Você deve ser daqueles que sonha com um mundo igualitário para todos, daqueles que sempre tem na ponta da língua uma solução milagrosa para a cidade, para o país, para o mundo, porém não aplica essa solução para sua própria vida. O mundo está cheio daqueles que tem solução para a vida de todo mundo e muitas vezes para a própria não tem nenhuma – fica imaginando todos os povos, todas as raças de mãos dadas cantando “Há um mundo bem melhor” e dançando num gramado verde.
Você é o típico sábio fabricado, daqueles cuja toda sabedoria provém de livros, informações alheias e conceitos já fabricados. Vai me dizer que você não tem decorada alguma frase de um nobre pensador (ou não tão nobre assim) e que vive repetindo para seus amigos ou amigas de bar achando bonito? Démodé é isso que você é.
A mesma coisa seria alguém se alimentar de um livro de culinária, a verdadeira sabedoria se adquire vivendo, lendo você adquire informação.
Quem foi que colocou em sua cabeça que a violência não leva a nada? Quem foi que lhe disse que o perdão é uma virtude? Quem foi que lhe disse que honestidade compensa? Quem lhe ensinou essa hipócrita lição de bom moço ou boa moça?
Você critica tanto o conservadorismo, mas não consegue se livrar dessa moral com fundamentos judaico-cristãos.
Não adianta você baixar a cabeça e aceitar tudo que lhe falarem ser certo, não adianta você tentar entender o que nunca viveu simplesmente por ter lido algo sobre.
Não adianta olhar para os problemas alheios e não espere que olhem para os seus. Você continua com aquela idéia de “se cada um fizer sua parte”, parabéns serviçal! Continue com as calças arriadas e essa boca aberta, você já está ficando bom nisso.
Você irá morrer sem ver o seu sonho ser realizado, pena que eu não estarei lá para ver isso.

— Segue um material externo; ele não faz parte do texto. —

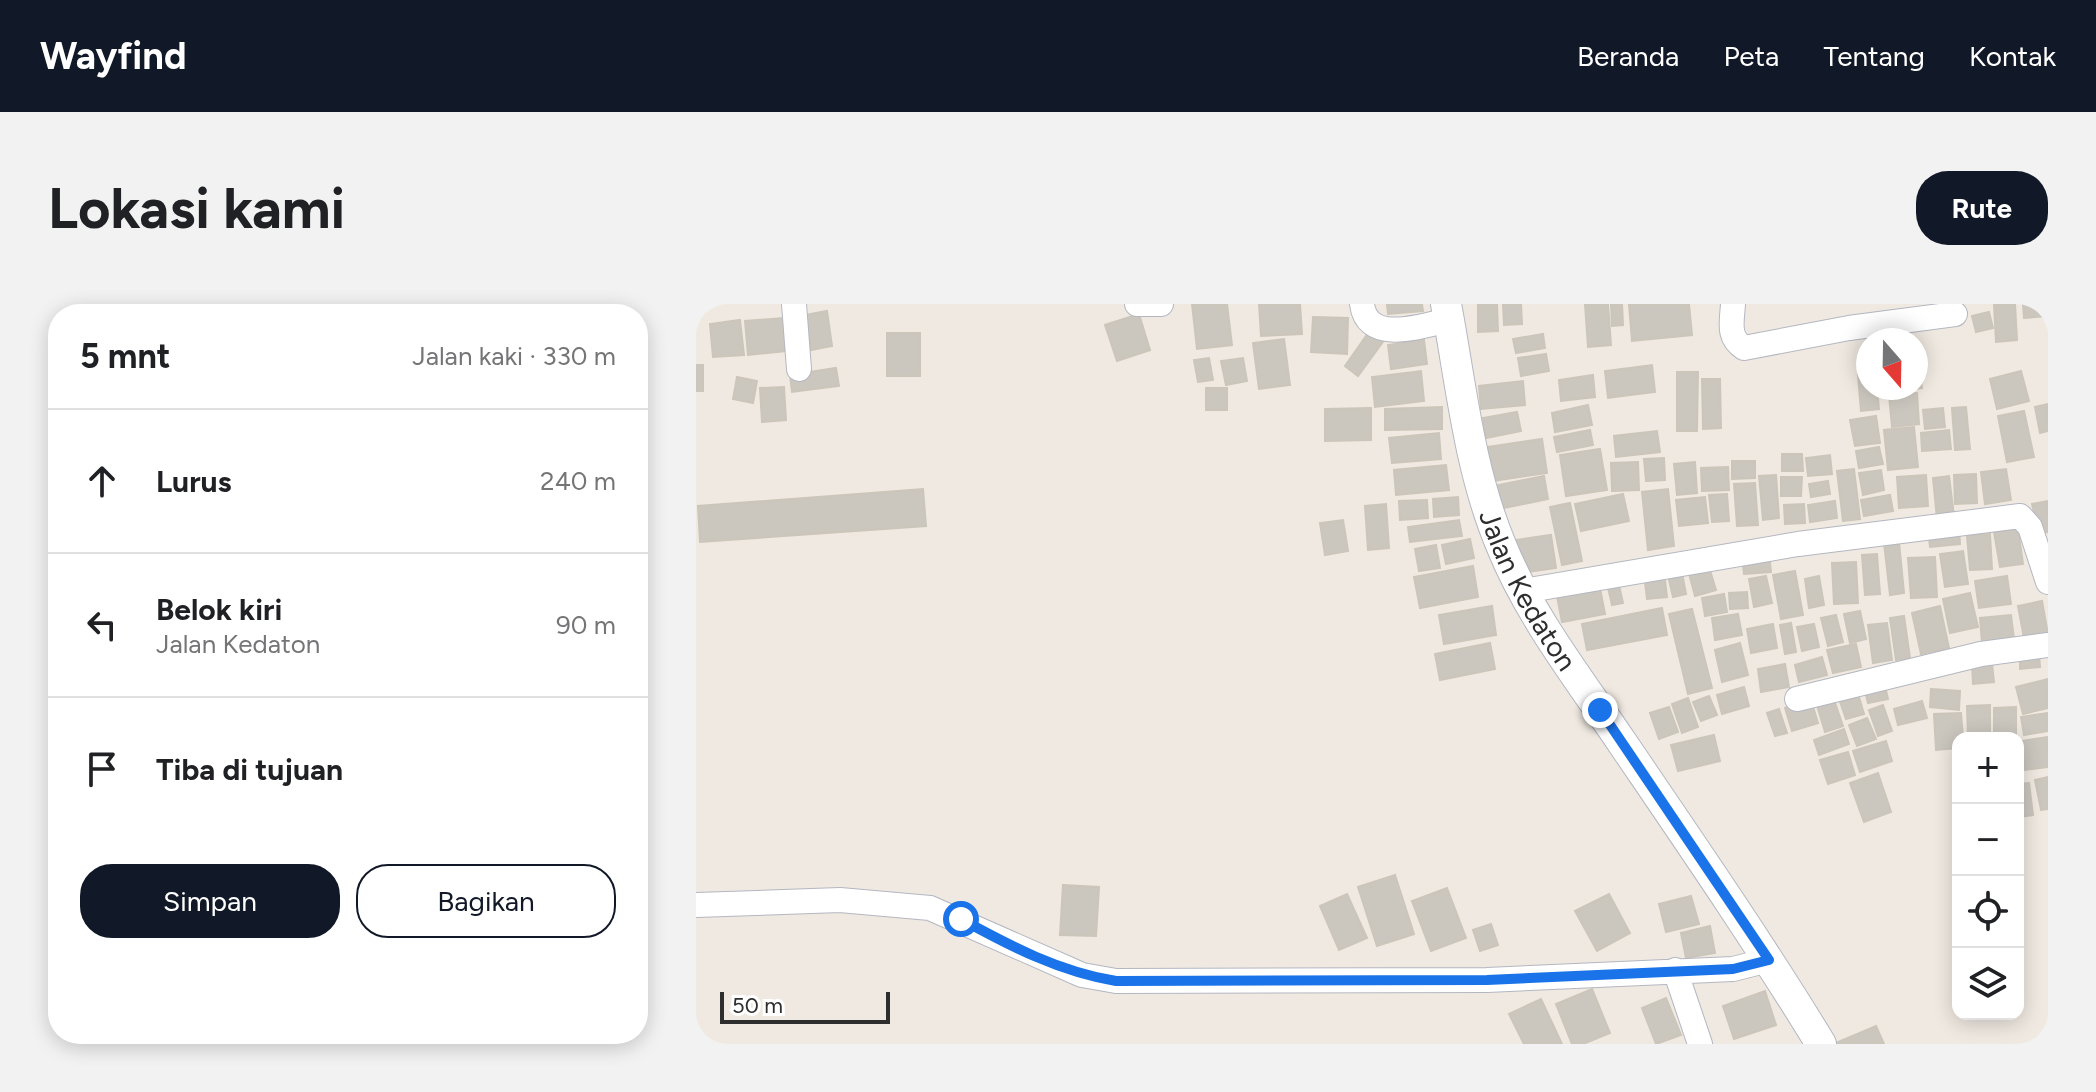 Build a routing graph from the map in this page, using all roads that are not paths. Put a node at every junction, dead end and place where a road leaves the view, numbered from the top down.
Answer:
1 (794, 304) edge
2 (1137, 304) edge
3 (1161, 304) edge
4 (1362, 304) edge
5 (1733, 304) edge
6 (1447, 312) edge
7 (1955, 314) dead end
8 (799, 369) dead end
9 (2048, 582) edge
10 (1524, 591) junction
11 (2048, 645) edge
12 (1797, 699) dead end
13 (696, 905) edge
14 (1769, 960) junction
15 (1675, 970) junction
16 (1700, 1044) edge
17 (1821, 1044) edge

1 - 8 street
2 - 3 street
4 - 6 street
5 - 7 street
6 - 10 street, Jalan Kedaton
9 - 10 street
10 - 14 street, Jalan Kedaton
11 - 12 street
13 - 15 street
14 - 15 street
14 - 17 street, Jalan Kedaton
15 - 16 street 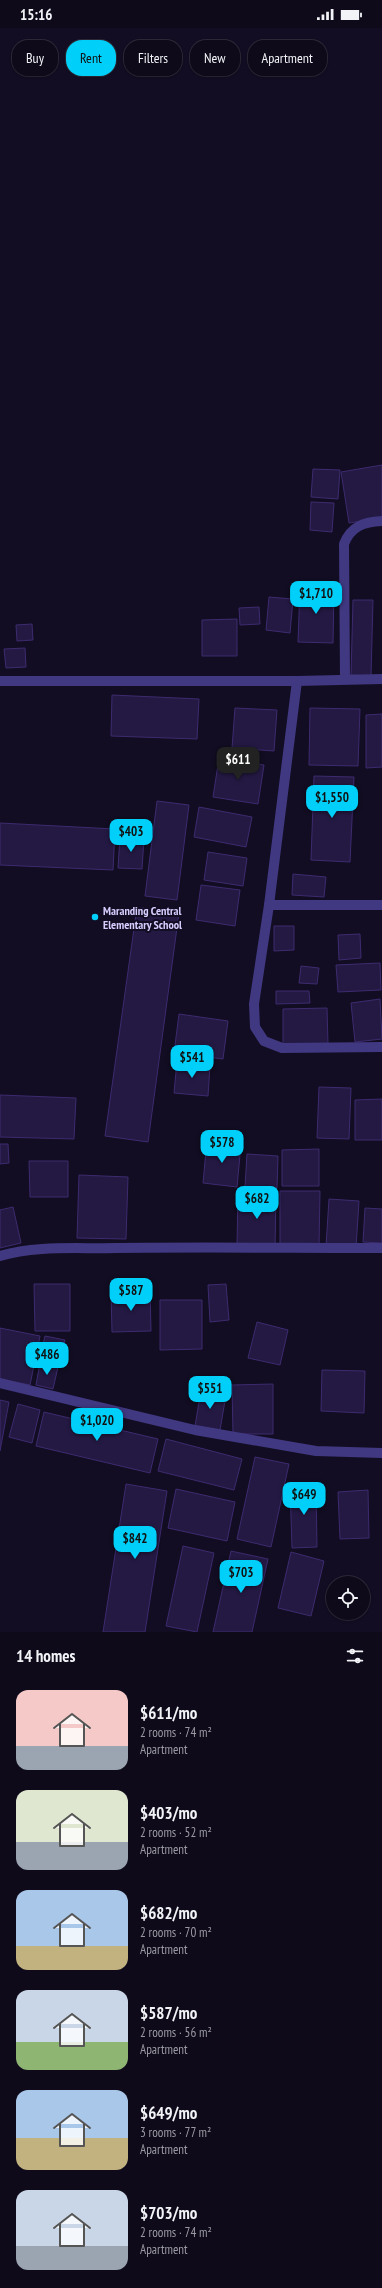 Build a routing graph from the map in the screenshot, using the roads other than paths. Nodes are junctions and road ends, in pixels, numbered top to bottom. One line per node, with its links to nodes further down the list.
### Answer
1 (382, 520): 3 (street)
2 (382, 678): 3 (street)
3 (345, 679): 5 (street)
4 (0, 681): 5 (street)
5 (297, 681): 6 (street)
6 (269, 905): 7 (street); 8 (street)
7 (382, 905)
8 (382, 1048)
9 (382, 1248): 10 (street)
10 (0, 1256)
11 (0, 1383): 12 (street)
12 (382, 1453) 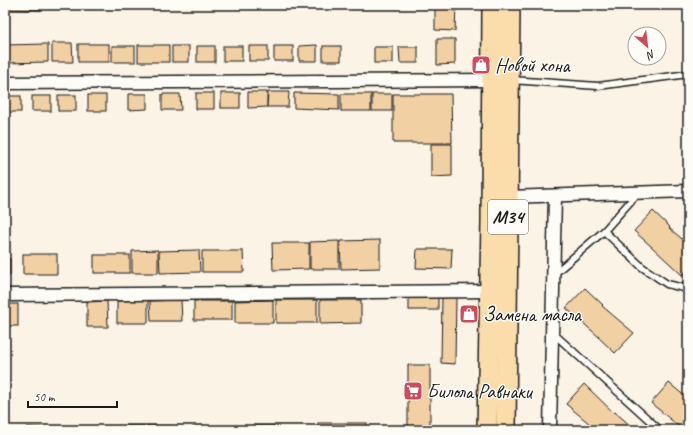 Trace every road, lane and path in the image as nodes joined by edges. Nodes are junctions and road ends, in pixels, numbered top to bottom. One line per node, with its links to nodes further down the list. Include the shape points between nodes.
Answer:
1 (492, 5): 4 (main road, M34)
2 (510, 5): 4 (main road, M34)
3 (688, 74): 4 (lane, via 598,86)
4 (500, 80): 5 (street); 9 (main road, M34); 13 (main road, M34)
5 (5, 83)
6 (688, 192): 7 (street)
7 (637, 194): 8 (street); 10 (lane)
8 (555, 196): 9 (street); 11 (street)
9 (508, 197): 16 (main road, M34)
10 (604, 231): 11 (lane); 12 (lane, via 642,267 667,284)
11 (553, 275): 15 (street)
12 (688, 289)
13 (491, 291): 14 (street); 16 (main road, M34)
14 (5, 295)
15 (552, 332): 19 (street); 20 (lane)
16 (498, 382): 17 (main road, M34); 18 (main road, M34)
17 (488, 430)
18 (506, 430)
19 (550, 430)
20 (660, 430)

Passar bem(Ou pelo menos tente).

O primeiro texto a me impressionar foi um do Millor, não sei descrever palavra por palavra, mas era mais ou menos assim:
Ele disse que foi sair com um amigo para beber e quando chegou perto do bar, um garoto pediu para tomar conta do carro, Millor deixou. Bebeu, e algumas horas depois saiu e lá encontrou um garoto, quando foi lhe dar o dinheiro o garoto disse que na verdade não foi ele quem olhou o carro e chamou o garoto que havia olhado. Millor pagou o garoto que olhou, depois virou e deu o dobro para o garoto que disse a verdade.
Entrando no carro, seu amigo o elogiou dizendo “Muito bonito o que você fez lá fora”, Millor lhe respondeu “Bonito nada! Fodi com a vida do garoto... A partir de agora ele vai pensar que honestidade compensa ”.
Há tempos atrás um carroceiro havia achado uma bolsa cheia de cheques assinados e prontos para serem sacados, mas ele foi a uma delegacia e devolveu a bolsa inteira, saiu no jornal como “exemplo de cidadania” foi elogiado pelos comunicadores e ganhou de recompensa uma cesta básica.
Voltando um pouco mais no tempo me recordo de um fato parecido em que um carroceiro achou um saco preto cheio de dinheiro e foi até a delegacia mais próxima e devolveu todo dinheiro, também foi chamado de “exemplo de cidadania”, mas sua única recompensa foi um pedaço de corda que o delegado lhe deu dizendo para se enforcar, pois ele era muito otário.
Muitos podem até achar um gesto bonito dos carroceiros, mas essa ingenuidade só é bonita em crianças (abaixo dos 12). Mas não é somente a ingenuidade que fala alto nessas pobres cabeças, o que também fala alto é a tal da vaidade, sim meus amigos a vaidade também está nesses gestos bondosos e estúpidos, na verdade ele gostaria de ser valorizado de alguma forma, existem dois tipos de valores atribuídos ao homem, o valor material e o valor ideal – o caráter. Eles na certa acharam que o valor de pessoas simples como eles está no caráter por isso fizeram a burrice de devolver o dinheiro invés encher a cara de cana e a barriga de pão, fugiram para os valores ideais, realmente uma filantropia muito curiosa essa de se tornar um Robin Hood às avessas.Alguns tão na merda por falta de sorte outros por opção.